A la memoria de Antonio Altamirano (q.e.p.d.)

                                                                                                                                  y a su familia.

                                                                                                                                  A quienes sienten y lloran una pérdida reciente.

  

                                                                                                                                               

                    Morir sólo es morir. Morir se acaba.

                    Morir es una hoguera fugitiva.

                    Es cruzar una puerta a la deriva
y encontrar lo que tanto se buscaba.

  1. L. Martín Descalzo

 

                                           “Para todos tiene la muerte una mirada”.

A menudo, le damos de lado. La ocultamos o la disfrazamos, como si de un personaje de este “Halloween” ajeno que se nos ha colado en las celebraciones se tratara. Pero ella es implacable y viene con aviso o sin él, cuando menos se espera, y trastoca planes y deshace familias, vistiendo de riguroso luto la rutina. La muerte descompone la vida, aun siendo parte de ella, su inevitable contrapartida.

Ignoramos cuándo va a venir. El día y la hora no lo sabemos, pero nada más cierto que su llegada aniquiladora. Su existencia da sentido a este rápido pasar por el mundo y, a la vez, lo relativiza todo y lo vuelve, en parte, absurdo – “después de tanto todo para nada”, que decía el poeta José Hierro -. Porque todo pasa y se diluye en el tiempo. La amenaza constante del final – la vida pende de un hilo -, debería hacernos más humildes porque la muerte sepulta vanidades y a todos iguala cuando escribe nuestro nombre en una lápida o convierte en cenizas mil afanes.

No queremos pensar en ella, pero vendrá. Y, como a veces se escucha de personas mayores, aún sin desearla, en ocasiones “la muerte es precisa”, sobre todo cuando la vida ya no es vida sino un prolongarse los días en la cama, postrados, sin estar ya en este mundo, aunque se esté. Precisa para que cesen sufrimientos, para descansar del duro bregar que es la vida cuando le da por complicarse y se pone cuesta arriba.

No queremos pensarlo, pero aquí se quedará todo cuando nos vayamos a la nada, como piensan algunos, o al paraíso que no alcanzamos a imaginar en vida y que nos gustaría que se pareciera a los lugares donde fuimos felices. No concebimos arcadia que supere las maravillas que hay en este mundo y cuesta creer que pueda haber felicidad eterna, si no incluye lo que queremos aquí y ahora, y todas las cosas – café, dulces, periódicos, nuestra mesa camilla… – que nos hacen la vida más transitable.
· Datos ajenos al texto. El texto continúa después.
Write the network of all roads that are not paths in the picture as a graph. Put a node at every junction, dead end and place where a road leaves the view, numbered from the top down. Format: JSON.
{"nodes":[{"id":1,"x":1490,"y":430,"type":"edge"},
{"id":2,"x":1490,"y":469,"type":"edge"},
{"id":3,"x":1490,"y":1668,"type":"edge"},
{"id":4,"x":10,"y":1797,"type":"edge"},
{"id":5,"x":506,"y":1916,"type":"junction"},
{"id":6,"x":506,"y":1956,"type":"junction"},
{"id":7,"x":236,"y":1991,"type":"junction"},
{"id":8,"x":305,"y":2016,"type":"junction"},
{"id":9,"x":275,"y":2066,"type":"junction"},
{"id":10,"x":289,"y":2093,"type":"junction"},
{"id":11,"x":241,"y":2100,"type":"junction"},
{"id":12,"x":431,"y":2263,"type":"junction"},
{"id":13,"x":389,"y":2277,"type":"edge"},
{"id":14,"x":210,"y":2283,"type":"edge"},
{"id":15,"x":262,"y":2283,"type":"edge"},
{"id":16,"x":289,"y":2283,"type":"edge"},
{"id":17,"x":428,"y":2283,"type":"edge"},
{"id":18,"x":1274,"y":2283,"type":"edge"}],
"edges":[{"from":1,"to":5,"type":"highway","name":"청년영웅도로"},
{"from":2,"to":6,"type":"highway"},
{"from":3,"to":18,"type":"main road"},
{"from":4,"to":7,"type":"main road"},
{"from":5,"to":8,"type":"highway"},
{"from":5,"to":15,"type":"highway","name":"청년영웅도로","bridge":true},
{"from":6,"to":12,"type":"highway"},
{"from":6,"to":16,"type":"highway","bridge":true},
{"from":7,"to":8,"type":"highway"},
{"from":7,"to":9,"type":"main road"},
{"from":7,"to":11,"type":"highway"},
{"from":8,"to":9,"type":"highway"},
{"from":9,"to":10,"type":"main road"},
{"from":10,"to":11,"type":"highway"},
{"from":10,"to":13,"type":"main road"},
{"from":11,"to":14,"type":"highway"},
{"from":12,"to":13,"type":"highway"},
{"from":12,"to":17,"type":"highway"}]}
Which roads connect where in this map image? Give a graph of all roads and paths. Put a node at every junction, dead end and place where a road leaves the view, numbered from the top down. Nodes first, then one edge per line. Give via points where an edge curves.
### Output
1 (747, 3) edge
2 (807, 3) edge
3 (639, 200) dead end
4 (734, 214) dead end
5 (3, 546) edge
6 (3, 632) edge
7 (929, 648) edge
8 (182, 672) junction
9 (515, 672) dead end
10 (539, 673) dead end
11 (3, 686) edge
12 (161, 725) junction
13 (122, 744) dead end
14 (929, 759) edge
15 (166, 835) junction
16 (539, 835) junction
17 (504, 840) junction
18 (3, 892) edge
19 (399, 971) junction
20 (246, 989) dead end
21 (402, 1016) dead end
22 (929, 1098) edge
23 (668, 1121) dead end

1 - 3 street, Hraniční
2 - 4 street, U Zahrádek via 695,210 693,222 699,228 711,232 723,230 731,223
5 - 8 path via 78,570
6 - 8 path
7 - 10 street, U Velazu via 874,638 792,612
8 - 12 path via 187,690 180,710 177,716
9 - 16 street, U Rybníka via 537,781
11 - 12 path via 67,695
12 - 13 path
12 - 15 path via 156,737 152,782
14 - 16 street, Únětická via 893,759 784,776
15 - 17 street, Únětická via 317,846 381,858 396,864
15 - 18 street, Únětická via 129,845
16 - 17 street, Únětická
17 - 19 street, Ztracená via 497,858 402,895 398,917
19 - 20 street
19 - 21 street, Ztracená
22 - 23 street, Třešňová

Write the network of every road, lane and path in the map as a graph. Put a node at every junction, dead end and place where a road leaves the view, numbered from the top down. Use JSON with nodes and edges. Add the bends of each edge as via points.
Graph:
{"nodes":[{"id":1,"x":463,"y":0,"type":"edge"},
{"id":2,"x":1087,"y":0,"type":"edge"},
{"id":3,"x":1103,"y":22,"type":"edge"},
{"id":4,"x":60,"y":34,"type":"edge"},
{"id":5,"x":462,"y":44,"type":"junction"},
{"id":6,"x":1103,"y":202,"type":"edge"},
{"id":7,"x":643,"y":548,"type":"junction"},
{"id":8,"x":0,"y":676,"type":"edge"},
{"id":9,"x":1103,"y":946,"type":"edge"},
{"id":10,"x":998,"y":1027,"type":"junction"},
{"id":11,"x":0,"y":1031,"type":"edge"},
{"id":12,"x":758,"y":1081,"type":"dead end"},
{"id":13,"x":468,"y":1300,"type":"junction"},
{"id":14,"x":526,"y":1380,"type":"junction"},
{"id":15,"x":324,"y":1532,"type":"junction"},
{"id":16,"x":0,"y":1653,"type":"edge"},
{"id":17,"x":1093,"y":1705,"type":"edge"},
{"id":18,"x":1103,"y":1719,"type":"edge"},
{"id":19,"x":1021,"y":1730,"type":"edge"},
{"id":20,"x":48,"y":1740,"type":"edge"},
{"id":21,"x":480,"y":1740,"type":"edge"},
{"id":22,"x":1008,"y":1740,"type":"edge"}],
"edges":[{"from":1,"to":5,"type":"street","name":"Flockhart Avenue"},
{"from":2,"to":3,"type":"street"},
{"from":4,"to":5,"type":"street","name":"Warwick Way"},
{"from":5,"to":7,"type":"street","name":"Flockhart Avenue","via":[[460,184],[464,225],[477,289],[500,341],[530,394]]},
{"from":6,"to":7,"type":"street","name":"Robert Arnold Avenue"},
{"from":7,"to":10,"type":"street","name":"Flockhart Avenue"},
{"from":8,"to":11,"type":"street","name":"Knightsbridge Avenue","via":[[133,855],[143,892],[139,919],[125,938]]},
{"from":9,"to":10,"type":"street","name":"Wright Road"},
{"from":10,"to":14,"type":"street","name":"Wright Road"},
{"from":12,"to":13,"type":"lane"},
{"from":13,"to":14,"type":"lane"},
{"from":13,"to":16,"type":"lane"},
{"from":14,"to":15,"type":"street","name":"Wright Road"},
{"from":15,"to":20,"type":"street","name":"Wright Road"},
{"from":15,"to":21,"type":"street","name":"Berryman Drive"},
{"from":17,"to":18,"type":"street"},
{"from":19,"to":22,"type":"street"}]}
Aquí se quedará, cuando se nos cumpla el plazo, todo lo que quisimos, las cosas que ahora sentimos tan nuestras y de las que se desharán fácilmente quienes nos sobrevivan. Y, al irnos, pasado el día de las alabanzas, que escasean en vida y llegan casi siempre a destiempo, seremos apenas un suspiro, un nombre mencionado de paso en una conversación, un recuerdo desvanecido, venido de vez en cuando a la cabeza de alguien que nos quiso. Poco más seremos. Es cierto que la gente no muere del todo mientras se la recuerda, pero, quienes nos sucedan, seguirán, porque no les queda otra, yendo a sus asuntos con urgencia, como queriendo espantar así la muerte; seguirán agarrados a la vida como a la barra de un metro que va demasiado deprisa, librando sus batallas diarias, pensando que la muerte no va con ellos, hasta que aparezca, siniestra, desterrándolos de lo conocido, alterando la agenda o inaugurando ausencias cercanas, enlutando de repente el calendario.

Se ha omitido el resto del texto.